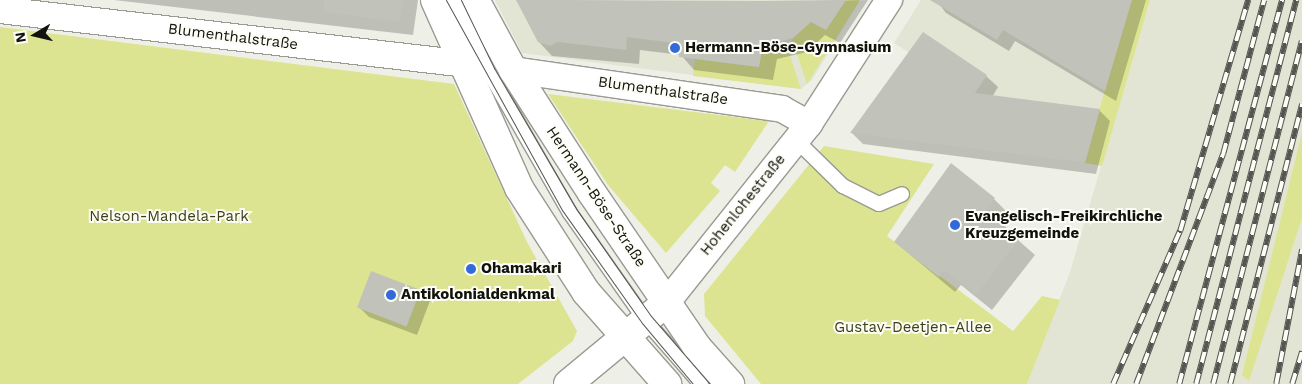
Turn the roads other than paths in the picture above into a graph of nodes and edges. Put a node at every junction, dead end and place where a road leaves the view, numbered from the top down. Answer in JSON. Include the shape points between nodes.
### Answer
{"nodes":[{"id":1,"x":435,"y":0,"type":"edge"},
{"id":2,"x":454,"y":0,"type":"edge"},
{"id":3,"x":475,"y":0,"type":"edge"},
{"id":4,"x":889,"y":0,"type":"edge"},
{"id":5,"x":0,"y":10,"type":"edge"},
{"id":6,"x":467,"y":64,"type":"junction"},
{"id":7,"x":513,"y":70,"type":"junction"},
{"id":8,"x":803,"y":132,"type":"junction"},
{"id":9,"x":902,"y":194,"type":"dead end"},
{"id":10,"x":667,"y":302,"type":"junction"},
{"id":11,"x":646,"y":320,"type":"junction"},
{"id":12,"x":624,"y":339,"type":"junction"},
{"id":13,"x":568,"y":384,"type":"edge"},
{"id":14,"x":667,"y":384,"type":"edge"},
{"id":15,"x":701,"y":384,"type":"edge"},
{"id":16,"x":730,"y":384,"type":"edge"}],
"edges":[{"from":1,"to":6,"type":"main road"},
{"from":2,"to":11,"type":"lane","via":[[542,166]]},
{"from":3,"to":7,"type":"main road","name":"Hermann-Böse-Straße"},
{"from":4,"to":8,"type":"street","name":"Hohenlohestraße"},
{"from":5,"to":6,"type":"street","name":"Blumenthalstraße"},
{"from":6,"to":12,"type":"main road","via":[[519,188],[581,285]]},
{"from":7,"to":8,"type":"street","name":"Blumenthalstraße","via":[[782,109]]},
{"from":7,"to":10,"type":"main road","name":"Hermann-Böse-Straße"},
{"from":8,"to":9,"type":"lane","via":[[843,186],[879,204]]},
{"from":8,"to":10,"type":"street","name":"Hohenlohestraße"},
{"from":10,"to":11,"type":"main road","name":"Hohenlohestraße"},
{"from":10,"to":16,"type":"main road","name":"Hermann-Böse-Straße"},
{"from":11,"to":12,"type":"main road","name":"Hohenlohestraße"},
{"from":11,"to":15,"type":"lane"},
{"from":12,"to":13,"type":"main road","name":"Hohenlohestraße"},
{"from":12,"to":14,"type":"main road"}]}
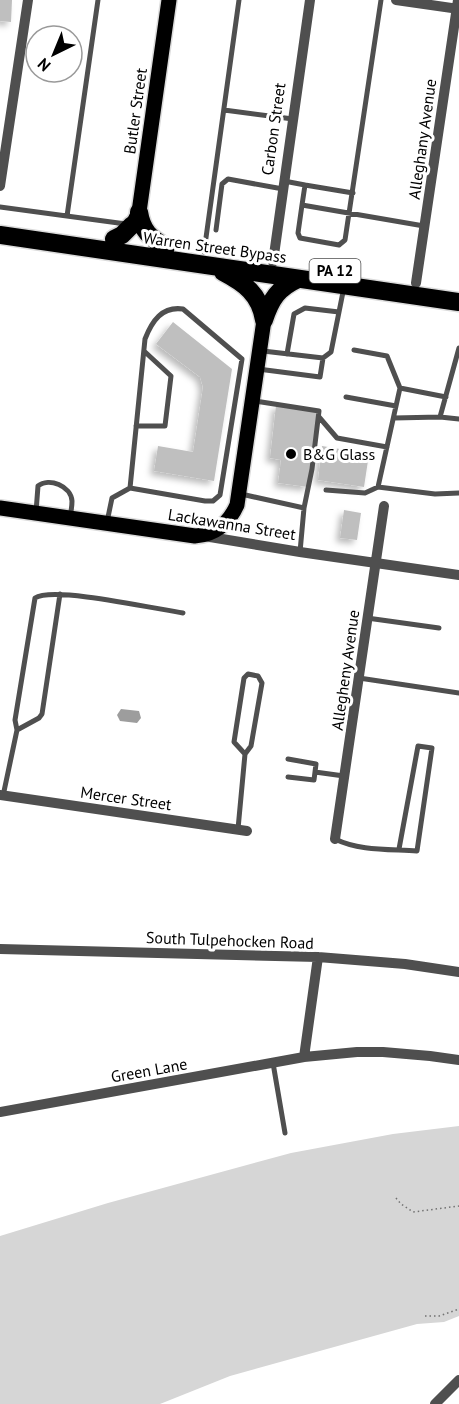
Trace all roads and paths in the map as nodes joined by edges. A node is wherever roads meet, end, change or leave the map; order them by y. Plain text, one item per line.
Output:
1 (28, 0) edge
2 (98, 0) edge
3 (169, 0) edge
4 (239, 0) edge
5 (310, 0) edge
6 (381, 0) edge
7 (396, 0) edge
8 (458, 6) edge
9 (224, 110) junction
10 (293, 119) junction
11 (283, 185) junction
12 (305, 185) junction
13 (0, 186) edge
14 (352, 193) junction
15 (302, 205) junction
16 (0, 207) edge
17 (350, 212) junction
18 (67, 216) junction
19 (136, 219) junction
20 (0, 223) edge
21 (424, 226) junction
22 (216, 230) dead end
23 (0, 235) edge
24 (113, 245) junction
25 (166, 247) junction
26 (209, 259) junction
27 (273, 262) junction
28 (298, 279) junction
29 (416, 283) junction
30 (344, 285) junction
31 (459, 290) edge
32 (459, 302) edge
33 (339, 312) junction
34 (264, 320) junction
35 (459, 348) edge
36 (260, 350) junction
37 (354, 350) dead end
38 (144, 351) junction
39 (287, 354) junction
40 (323, 358) junction
41 (257, 369) junction
42 (400, 388) junction
43 (346, 397) dead end
44 (446, 397) junction
45 (253, 400) junction
46 (396, 406) junction
47 (319, 414) junction
48 (440, 417) junction
49 (394, 418) junction
50 (459, 419) edge
51 (136, 426) junction
52 (387, 447) junction
53 (378, 487) junction
54 (130, 488) junction
55 (326, 490) dead end
56 (459, 493) edge
57 (240, 494) junction
58 (384, 506) dead end
59 (0, 508) edge
60 (304, 508) junction
61 (36, 513) junction
62 (70, 518) junction
63 (107, 524) junction
64 (204, 536) junction
65 (300, 552) junction
66 (376, 562) junction
67 (459, 575) edge
68 (60, 594) junction
69 (183, 613) dead end
70 (367, 618) junction
71 (439, 628) dead end
72 (359, 678) junction
73 (459, 693) edge
74 (17, 730) junction
75 (245, 754) junction
76 (288, 759) dead end
77 (315, 772) junction
78 (344, 776) junction
79 (288, 777) dead end
80 (2, 796) edge
81 (242, 830) joint
82 (335, 839) joint
83 (399, 849) junction
84 (0, 949) edge
85 (318, 957) junction
86 (459, 972) edge
87 (304, 1057) junction
88 (459, 1060) edge
89 (273, 1063) junction
90 (0, 1112) edge
91 (285, 1133) dead end
92 (396, 1197) dead end
93 (459, 1206) edge
94 (459, 1309) edge
95 (425, 1316) dead end
96 (459, 1380) edge
97 (435, 1404) edge

1 - 13 street
2 - 18 lane
3 - 19 main road, Butler Street
4 - 9 lane
5 - 10 street, Carbon Street
6 - 14 lane
7 - 8 street
8 - 21 street, Alleghany Avenue
9 - 10 lane
9 - 26 lane
10 - 11 street, Carbon Street
11 - 12 lane
11 - 22 lane
11 - 27 street, Carbon Street
12 - 14 lane
12 - 15 lane
14 - 17 lane
15 - 17 lane
15 - 17 lane
16 - 18 lane
17 - 21 lane
18 - 19 lane
19 - 24 highway
19 - 25 highway
20 - 24 highway, Warren Street Bypass / PA 12
21 - 29 street, Alleghany Avenue
23 - 24 highway, Warren Street Bypass / PA 12
24 - 25 highway, Warren Street Bypass / PA 12
24 - 26 highway, Warren Street Bypass / PA 12
25 - 26 highway, Warren Street Bypass / PA 12
26 - 27 highway, Warren Street Bypass / PA 12
26 - 28 highway, Warren Street Bypass / PA 12
26 - 34 highway
27 - 29 highway, Warren Street Bypass / PA 12
28 - 30 highway, Warren Street Bypass / PA 12
28 - 34 highway
29 - 31 highway, Warren Street Bypass / PA 12
30 - 32 highway, Warren Street Bypass / PA 12
30 - 33 lane
33 - 39 lane
33 - 40 lane
34 - 36 main road
35 - 44 lane
36 - 39 lane
36 - 41 main road
37 - 42 lane
38 - 51 lane
38 - 51 lane
38 - 54 lane
39 - 40 lane
40 - 41 lane
41 - 45 main road
42 - 44 lane
42 - 46 lane
43 - 46 lane
44 - 48 lane
45 - 47 lane
45 - 57 main road
46 - 49 lane
47 - 52 lane
47 - 60 lane
48 - 49 lane
48 - 50 lane
49 - 52 lane
51 - 54 lane
52 - 53 lane
53 - 55 lane
53 - 56 lane
54 - 63 lane
57 - 60 lane
57 - 64 main road
58 - 66 street, Allegheny Avenue
59 - 61 main road, Lackawanna Street
60 - 65 lane
61 - 62 main road, Lackawanna Street
61 - 62 lane
62 - 63 main road, Lackawanna Street
63 - 64 main road, Lackawanna Street
64 - 65 street, Lackawanna Street
65 - 66 street, Lackawanna Street
66 - 67 street, Lackawanna Street
66 - 70 street, Allegheny Avenue
68 - 69 lane
68 - 74 lane
68 - 74 lane
70 - 71 lane
70 - 72 street, Allegheny Avenue
72 - 73 lane
72 - 78 street, Allegheny Avenue
74 - 80 lane
75 - 75 lane
75 - 81 lane
76 - 77 lane
77 - 78 lane
77 - 79 lane
78 - 82 street, Allegheny Avenue
80 - 81 street, Mercer Street
82 - 83 lane
83 - 83 lane
84 - 85 street, South Tulpehocken Road
85 - 86 street, South Tulpehocken Road
85 - 87 street
87 - 88 street, Green Lane
87 - 89 street, Green Lane
89 - 90 street, Green Lane
89 - 91 lane
92 - 93 path
94 - 95 path
96 - 97 street

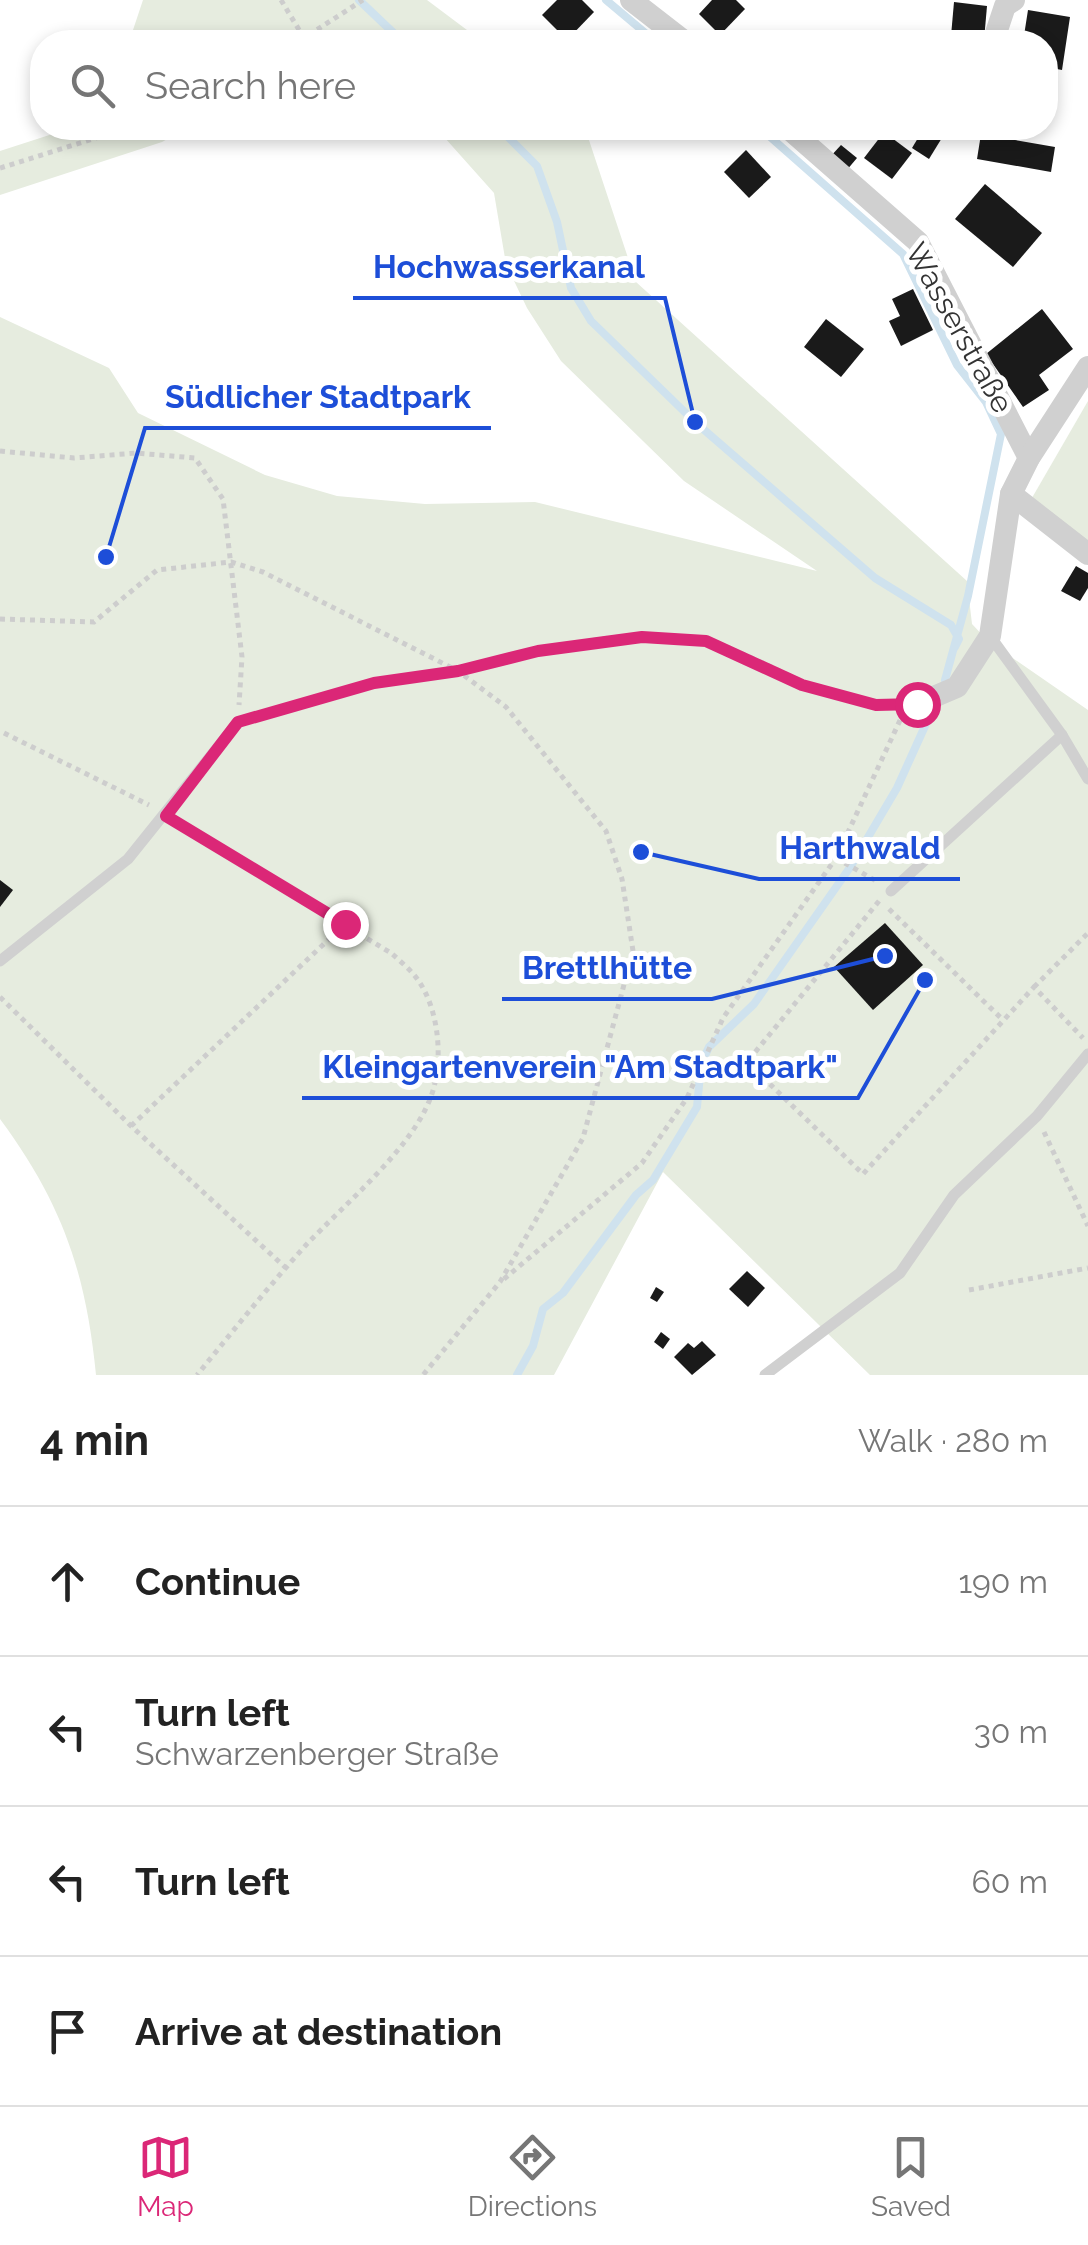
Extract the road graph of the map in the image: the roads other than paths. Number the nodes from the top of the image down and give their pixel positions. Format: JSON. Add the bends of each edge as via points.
{"nodes":[{"id":1,"x":631,"y":0,"type":"edge"},
{"id":2,"x":1014,"y":0,"type":"edge"},
{"id":3,"x":670,"y":30,"type":"edge"},
{"id":4,"x":997,"y":30,"type":"edge"},
{"id":5,"x":802,"y":140,"type":"edge"},
{"id":6,"x":1088,"y":366,"type":"edge"},
{"id":7,"x":1029,"y":458,"type":"junction"},
{"id":8,"x":1010,"y":494,"type":"junction"},
{"id":9,"x":1088,"y":554,"type":"edge"},
{"id":10,"x":990,"y":636,"type":"junction"},
{"id":11,"x":912,"y":704,"type":"road end"},
{"id":12,"x":238,"y":722,"type":"road end"},
{"id":13,"x":1062,"y":735,"type":"junction"},
{"id":14,"x":1088,"y":779,"type":"edge"},
{"id":15,"x":891,"y":891,"type":"road end"},
{"id":16,"x":0,"y":961,"type":"edge"},
{"id":17,"x":1088,"y":1054,"type":"edge"},
{"id":18,"x":764,"y":1375,"type":"edge"}],
"edges":[{"from":1,"to":3,"type":"street"},
{"from":2,"to":4,"type":"street"},
{"from":5,"to":7,"type":"street","name":"Wasserstraße","via":[[918,242]]},
{"from":6,"to":7,"type":"street"},
{"from":7,"to":8,"type":"street"},
{"from":8,"to":9,"type":"street"},
{"from":8,"to":10,"type":"street"},
{"from":10,"to":11,"type":"street","via":[[957,687]]},
{"from":10,"to":13,"type":"lane"},
{"from":12,"to":16,"type":"lane","via":[[166,816],[88,895]]},
{"from":13,"to":14,"type":"lane"},
{"from":13,"to":15,"type":"lane"},
{"from":17,"to":18,"type":"lane","via":[[954,1196],[900,1273]]}]}
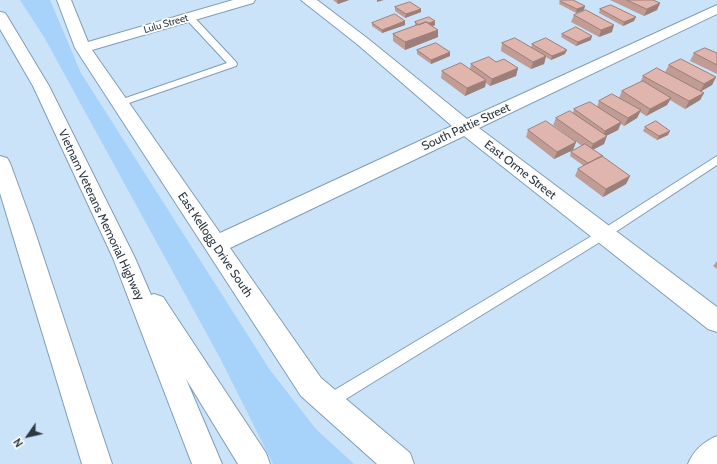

** Work task **
What lines in the entries contain "Avenue"? Report each one by copying it.

** Answer section **
8 - 21 street, Alleghany Avenue
21 - 29 street, Alleghany Avenue
58 - 66 street, Allegheny Avenue
66 - 70 street, Allegheny Avenue
70 - 72 street, Allegheny Avenue
72 - 78 street, Allegheny Avenue
78 - 82 street, Allegheny Avenue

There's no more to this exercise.